Dans quel registre de la participation se situe l’action ?

  • Information

Les bénéficiaires de la Maison Bleue reçoivent toutes les informations, l’aide et l’accompagnement dont elles ont besoin. Les professionnelles s’adaptent aux besoins de chaque personne.

A quel enjeu répond l’action ?

  • Amélioration du vivre ensemble : Maintenir le lien familial pendant la détention et favoriser la réinsertion sociale des détenus. Lutter contre l’isolement des femmes qui se retrouvent seules.
  • Evolution des positionnements des habitants : Favoriser la relation parent/enfants pendant la détention de l’autre parent. Informer et aider les parents dans l’éducation des enfants notamment sur la signification de la détention des parents.
  • Renforcement de la démocratie : Réconcilier les bénéficiaires par rapport au contact avec l’administration pénitentiaire ou autre.
  • Orienter les personnes vers les services de droit commun lorsque cela est nécessaire.
  • Capacités personnelles à maîtriser ses choix : faire prendre conscience aux femmes des dangers des violences conjugales subies le cas échéant.

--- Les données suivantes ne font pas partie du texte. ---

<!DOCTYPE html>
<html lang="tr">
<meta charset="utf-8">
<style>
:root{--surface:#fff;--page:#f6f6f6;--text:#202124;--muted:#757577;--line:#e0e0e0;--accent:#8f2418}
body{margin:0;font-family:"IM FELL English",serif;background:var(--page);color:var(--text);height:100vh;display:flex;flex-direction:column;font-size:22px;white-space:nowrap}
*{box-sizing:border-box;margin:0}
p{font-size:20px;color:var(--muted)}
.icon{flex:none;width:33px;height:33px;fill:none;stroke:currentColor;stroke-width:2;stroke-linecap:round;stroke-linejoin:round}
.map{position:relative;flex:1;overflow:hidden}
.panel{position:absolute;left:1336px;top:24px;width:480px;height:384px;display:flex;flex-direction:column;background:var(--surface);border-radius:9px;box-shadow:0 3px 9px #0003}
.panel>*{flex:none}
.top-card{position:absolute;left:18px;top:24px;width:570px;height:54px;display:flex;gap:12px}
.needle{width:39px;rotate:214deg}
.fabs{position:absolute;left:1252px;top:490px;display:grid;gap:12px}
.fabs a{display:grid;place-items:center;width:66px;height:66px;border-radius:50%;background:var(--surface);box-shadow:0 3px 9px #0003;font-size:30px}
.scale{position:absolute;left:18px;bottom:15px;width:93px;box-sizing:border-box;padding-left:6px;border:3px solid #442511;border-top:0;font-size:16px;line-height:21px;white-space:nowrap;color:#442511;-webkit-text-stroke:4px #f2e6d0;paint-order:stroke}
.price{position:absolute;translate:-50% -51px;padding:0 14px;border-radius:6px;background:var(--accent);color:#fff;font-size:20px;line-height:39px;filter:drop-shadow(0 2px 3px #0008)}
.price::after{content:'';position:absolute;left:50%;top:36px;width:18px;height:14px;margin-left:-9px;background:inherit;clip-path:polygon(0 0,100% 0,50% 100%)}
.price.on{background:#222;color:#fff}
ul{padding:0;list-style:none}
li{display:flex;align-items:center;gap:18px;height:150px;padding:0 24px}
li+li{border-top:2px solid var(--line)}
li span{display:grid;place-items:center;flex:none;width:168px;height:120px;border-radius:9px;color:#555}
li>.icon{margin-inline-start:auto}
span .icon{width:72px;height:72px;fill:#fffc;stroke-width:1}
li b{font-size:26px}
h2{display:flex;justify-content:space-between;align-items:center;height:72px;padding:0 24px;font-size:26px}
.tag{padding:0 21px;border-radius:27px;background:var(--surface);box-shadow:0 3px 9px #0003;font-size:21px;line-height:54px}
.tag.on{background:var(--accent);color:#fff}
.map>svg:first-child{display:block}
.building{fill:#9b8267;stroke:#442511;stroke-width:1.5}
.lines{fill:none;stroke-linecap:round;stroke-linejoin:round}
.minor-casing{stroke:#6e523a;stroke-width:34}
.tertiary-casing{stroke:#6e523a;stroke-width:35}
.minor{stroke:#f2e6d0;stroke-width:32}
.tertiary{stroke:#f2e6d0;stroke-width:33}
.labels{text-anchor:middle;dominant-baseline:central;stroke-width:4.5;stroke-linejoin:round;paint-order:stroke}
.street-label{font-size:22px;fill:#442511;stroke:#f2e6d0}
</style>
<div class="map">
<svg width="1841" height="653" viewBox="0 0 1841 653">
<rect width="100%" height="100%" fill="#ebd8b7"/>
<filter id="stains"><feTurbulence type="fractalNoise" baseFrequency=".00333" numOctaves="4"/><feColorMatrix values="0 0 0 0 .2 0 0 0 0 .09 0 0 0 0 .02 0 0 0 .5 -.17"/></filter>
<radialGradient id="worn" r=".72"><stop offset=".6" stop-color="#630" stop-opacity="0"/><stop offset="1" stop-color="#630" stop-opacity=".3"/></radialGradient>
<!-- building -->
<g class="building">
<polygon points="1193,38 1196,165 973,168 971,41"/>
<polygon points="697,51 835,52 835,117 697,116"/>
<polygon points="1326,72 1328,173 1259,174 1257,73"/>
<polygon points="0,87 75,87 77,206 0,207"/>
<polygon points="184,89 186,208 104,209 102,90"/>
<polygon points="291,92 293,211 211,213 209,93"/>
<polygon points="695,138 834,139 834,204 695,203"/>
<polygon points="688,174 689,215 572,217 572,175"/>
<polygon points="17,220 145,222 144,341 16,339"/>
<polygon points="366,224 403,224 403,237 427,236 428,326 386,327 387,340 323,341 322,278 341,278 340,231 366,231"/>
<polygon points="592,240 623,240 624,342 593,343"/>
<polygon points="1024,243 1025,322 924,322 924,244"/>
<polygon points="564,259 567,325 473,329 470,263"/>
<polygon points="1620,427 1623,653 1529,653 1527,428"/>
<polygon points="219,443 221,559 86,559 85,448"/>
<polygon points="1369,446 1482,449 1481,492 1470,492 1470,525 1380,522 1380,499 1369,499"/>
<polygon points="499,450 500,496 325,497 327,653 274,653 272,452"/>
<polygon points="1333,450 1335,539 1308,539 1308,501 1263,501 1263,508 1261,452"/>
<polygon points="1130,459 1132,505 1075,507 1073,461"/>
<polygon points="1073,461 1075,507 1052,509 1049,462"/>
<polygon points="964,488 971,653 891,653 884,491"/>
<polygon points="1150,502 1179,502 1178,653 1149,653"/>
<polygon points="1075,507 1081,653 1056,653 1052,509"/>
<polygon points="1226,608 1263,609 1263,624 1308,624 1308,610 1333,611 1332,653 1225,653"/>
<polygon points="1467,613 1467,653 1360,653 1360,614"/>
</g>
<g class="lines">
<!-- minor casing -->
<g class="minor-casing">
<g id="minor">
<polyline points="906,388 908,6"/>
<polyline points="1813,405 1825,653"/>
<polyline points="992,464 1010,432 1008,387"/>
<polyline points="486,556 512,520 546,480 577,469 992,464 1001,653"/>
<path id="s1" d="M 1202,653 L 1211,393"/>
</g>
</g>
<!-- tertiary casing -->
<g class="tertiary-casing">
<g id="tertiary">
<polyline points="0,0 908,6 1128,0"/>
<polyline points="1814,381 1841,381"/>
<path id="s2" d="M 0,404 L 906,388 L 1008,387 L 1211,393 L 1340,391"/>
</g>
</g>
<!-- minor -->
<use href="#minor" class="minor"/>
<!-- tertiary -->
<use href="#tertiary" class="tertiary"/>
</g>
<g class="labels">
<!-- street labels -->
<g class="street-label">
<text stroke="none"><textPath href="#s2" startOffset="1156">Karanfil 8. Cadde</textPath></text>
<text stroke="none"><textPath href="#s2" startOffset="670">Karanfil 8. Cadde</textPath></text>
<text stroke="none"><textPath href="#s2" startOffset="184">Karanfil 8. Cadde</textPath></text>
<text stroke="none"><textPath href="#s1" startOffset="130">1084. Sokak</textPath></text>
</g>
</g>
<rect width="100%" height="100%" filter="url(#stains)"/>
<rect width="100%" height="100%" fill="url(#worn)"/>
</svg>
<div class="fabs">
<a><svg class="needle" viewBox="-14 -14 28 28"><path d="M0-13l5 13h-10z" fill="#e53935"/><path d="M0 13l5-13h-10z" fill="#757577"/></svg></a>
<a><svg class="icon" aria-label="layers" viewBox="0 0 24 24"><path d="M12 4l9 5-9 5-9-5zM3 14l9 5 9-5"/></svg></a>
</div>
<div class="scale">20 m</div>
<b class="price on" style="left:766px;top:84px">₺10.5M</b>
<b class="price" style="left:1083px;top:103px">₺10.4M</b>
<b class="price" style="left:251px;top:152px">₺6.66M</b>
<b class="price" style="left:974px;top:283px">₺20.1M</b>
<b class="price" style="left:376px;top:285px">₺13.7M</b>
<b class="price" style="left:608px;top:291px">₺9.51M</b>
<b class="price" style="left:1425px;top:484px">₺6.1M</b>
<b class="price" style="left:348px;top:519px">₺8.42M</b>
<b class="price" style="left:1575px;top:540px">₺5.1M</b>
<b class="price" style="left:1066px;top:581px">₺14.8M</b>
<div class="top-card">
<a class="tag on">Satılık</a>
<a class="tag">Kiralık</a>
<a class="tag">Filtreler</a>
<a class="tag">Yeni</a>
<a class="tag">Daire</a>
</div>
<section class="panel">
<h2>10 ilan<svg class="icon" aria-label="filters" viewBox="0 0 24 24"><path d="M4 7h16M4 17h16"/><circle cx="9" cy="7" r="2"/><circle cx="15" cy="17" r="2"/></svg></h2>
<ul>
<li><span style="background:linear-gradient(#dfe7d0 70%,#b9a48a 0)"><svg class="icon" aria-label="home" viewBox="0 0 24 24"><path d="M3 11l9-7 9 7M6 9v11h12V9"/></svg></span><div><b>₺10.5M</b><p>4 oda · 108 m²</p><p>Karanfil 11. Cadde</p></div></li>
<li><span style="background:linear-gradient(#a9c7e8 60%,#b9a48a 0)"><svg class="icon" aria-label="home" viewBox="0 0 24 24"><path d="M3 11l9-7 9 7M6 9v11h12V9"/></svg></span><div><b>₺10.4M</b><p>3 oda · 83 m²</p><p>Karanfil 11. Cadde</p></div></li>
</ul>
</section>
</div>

Quelles méthodes participatives ont été employées ?

  1. Choix du lieu : proximité avec la Maison d’Arrêt .Les femmes s’arrêtent à la Maison Bleue avant et après l’entretien.
  2. Disposition du lieu : une cuisine permet un accueil informel par les bénévoles autour d’un café tandis que les bureaux des professionnels sont plus à l’écart.
  3. Les bénéficiaires sont accueilli(e)s telles qu’elles sont, sans jugement.
  4. Les professionnelles et les bénévoles font un travail complémentaire.
  5. Le partenariat avec la Maison d’Arrêt facilite l’information des dossiers au cas par cas par les professionnelles, et permet aux bénéficiaires d’appréhender plus facilement le lieu.

Quels résultats étaient attendus en termes de participation ?

  • Accueillir sans jugement
  • Donner confiance aux familles.
  • Bien informer et orienter les familles

Qu’est ce qui permet d’évaluer les résultats ?

  • La fréquentation du lieu.
  • Les retours des femmes : « Ça nous fait du bien de venir », « Heureusement que vous êtes là ! ».
  • L’attitude des usagers dans la Maison Bleue.

Quels résultats sont obtenus en termes de participation ?

  • 2000 personnes chaque année soit 623 familles en 2011, 30/40 situations nouvelles par mois.
  • Chaque années 800 à 900 personnes entrent dans la Maison d’Arrêt. Les deux tiers d’entre eux sont directement concernés par des proches fréquentant la Maison Bleue.
  • Les familles sont soulagées, rassurées, détendues. Elles ont confiance et savent qu’elles pourront trouver une écoute si besoin. Les familles maîtrisent mieux leur situation quand elles ont été bien informées et orientées.
  • Les habitants et les professionnels de la Maison d’arrêt identifient la Maison bleue et orientent les nouveaux venus vers elle.
  • La Maison Bleue est un lieu qui permet aux usagers de faire le lien, souffler, entre l’avant et l’après la visite à la personne détenue.

SYNTHESE


Le travail de binôme entre professionnels et bénévoles offre un cadre d’accueil aux habitants. Les compétences des bénévoles et leur présence depuis des années est sécurisante pour les bénéficiaires qui peuvent avoir confiance quant à l’anonymat de leur situation personnelle. Le principe de neutralité de rigueur oblige les bénéficiaires à sortir de leur situation individuelle.

Les bénéficiaires reçoivent l’information dont ils ont besoin et sont maintenus dans une dynamique sociale.